*GOAL OF THE EXERCISE:*
Exactly as written, reproduce all of the entries.

*SOURCE DATA:*

++++++

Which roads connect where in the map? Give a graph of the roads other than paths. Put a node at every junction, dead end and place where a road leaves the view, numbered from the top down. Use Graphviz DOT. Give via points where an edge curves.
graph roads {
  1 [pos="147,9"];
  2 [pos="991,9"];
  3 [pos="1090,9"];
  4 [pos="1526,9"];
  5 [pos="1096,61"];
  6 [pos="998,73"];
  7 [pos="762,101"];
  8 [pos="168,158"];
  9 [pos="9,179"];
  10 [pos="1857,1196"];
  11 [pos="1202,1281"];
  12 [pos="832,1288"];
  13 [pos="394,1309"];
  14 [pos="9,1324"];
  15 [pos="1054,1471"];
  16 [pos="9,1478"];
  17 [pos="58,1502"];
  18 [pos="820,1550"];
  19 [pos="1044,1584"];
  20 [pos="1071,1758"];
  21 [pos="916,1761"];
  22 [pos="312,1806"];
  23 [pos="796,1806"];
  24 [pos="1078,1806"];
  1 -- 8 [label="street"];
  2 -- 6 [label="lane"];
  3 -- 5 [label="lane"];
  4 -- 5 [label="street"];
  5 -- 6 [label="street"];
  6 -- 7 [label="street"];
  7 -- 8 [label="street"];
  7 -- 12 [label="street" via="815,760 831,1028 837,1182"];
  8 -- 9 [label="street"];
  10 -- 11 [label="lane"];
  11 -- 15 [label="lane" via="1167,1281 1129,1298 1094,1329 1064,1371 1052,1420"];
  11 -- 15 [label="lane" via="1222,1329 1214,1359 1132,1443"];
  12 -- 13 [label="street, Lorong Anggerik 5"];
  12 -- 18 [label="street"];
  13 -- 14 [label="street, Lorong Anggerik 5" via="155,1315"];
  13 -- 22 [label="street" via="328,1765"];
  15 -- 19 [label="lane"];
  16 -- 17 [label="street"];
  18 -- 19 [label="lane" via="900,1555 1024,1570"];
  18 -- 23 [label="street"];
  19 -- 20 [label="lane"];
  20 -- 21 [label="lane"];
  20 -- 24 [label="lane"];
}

++++++

*RESULT OF THIS EXERCISE:*
Which roads connect where in the map? Give a graph of the roads other than paths. Put a node at every junction, dead end and place where a road leaves the view, numbered from the top down. Use Graphviz DOT. Give via points where an edge curves.
graph roads {
  1 [pos="147,9"];
  2 [pos="991,9"];
  3 [pos="1090,9"];
  4 [pos="1526,9"];
  5 [pos="1096,61"];
  6 [pos="998,73"];
  7 [pos="762,101"];
  8 [pos="168,158"];
  9 [pos="9,179"];
  10 [pos="1857,1196"];
  11 [pos="1202,1281"];
  12 [pos="832,1288"];
  13 [pos="394,1309"];
  14 [pos="9,1324"];
  15 [pos="1054,1471"];
  16 [pos="9,1478"];
  17 [pos="58,1502"];
  18 [pos="820,1550"];
  19 [pos="1044,1584"];
  20 [pos="1071,1758"];
  21 [pos="916,1761"];
  22 [pos="312,1806"];
  23 [pos="796,1806"];
  24 [pos="1078,1806"];
  1 -- 8 [label="street"];
  2 -- 6 [label="lane"];
  3 -- 5 [label="lane"];
  4 -- 5 [label="street"];
  5 -- 6 [label="street"];
  6 -- 7 [label="street"];
  7 -- 8 [label="street"];
  7 -- 12 [label="street" via="815,760 831,1028 837,1182"];
  8 -- 9 [label="street"];
  10 -- 11 [label="lane"];
  11 -- 15 [label="lane" via="1167,1281 1129,1298 1094,1329 1064,1371 1052,1420"];
  11 -- 15 [label="lane" via="1222,1329 1214,1359 1132,1443"];
  12 -- 13 [label="street, Lorong Anggerik 5"];
  12 -- 18 [label="street"];
  13 -- 14 [label="street, Lorong Anggerik 5" via="155,1315"];
  13 -- 22 [label="street" via="328,1765"];
  15 -- 19 [label="lane"];
  16 -- 17 [label="street"];
  18 -- 19 [label="lane" via="900,1555 1024,1570"];
  18 -- 23 [label="street"];
  19 -- 20 [label="lane"];
  20 -- 21 [label="lane"];
  20 -- 24 [label="lane"];
}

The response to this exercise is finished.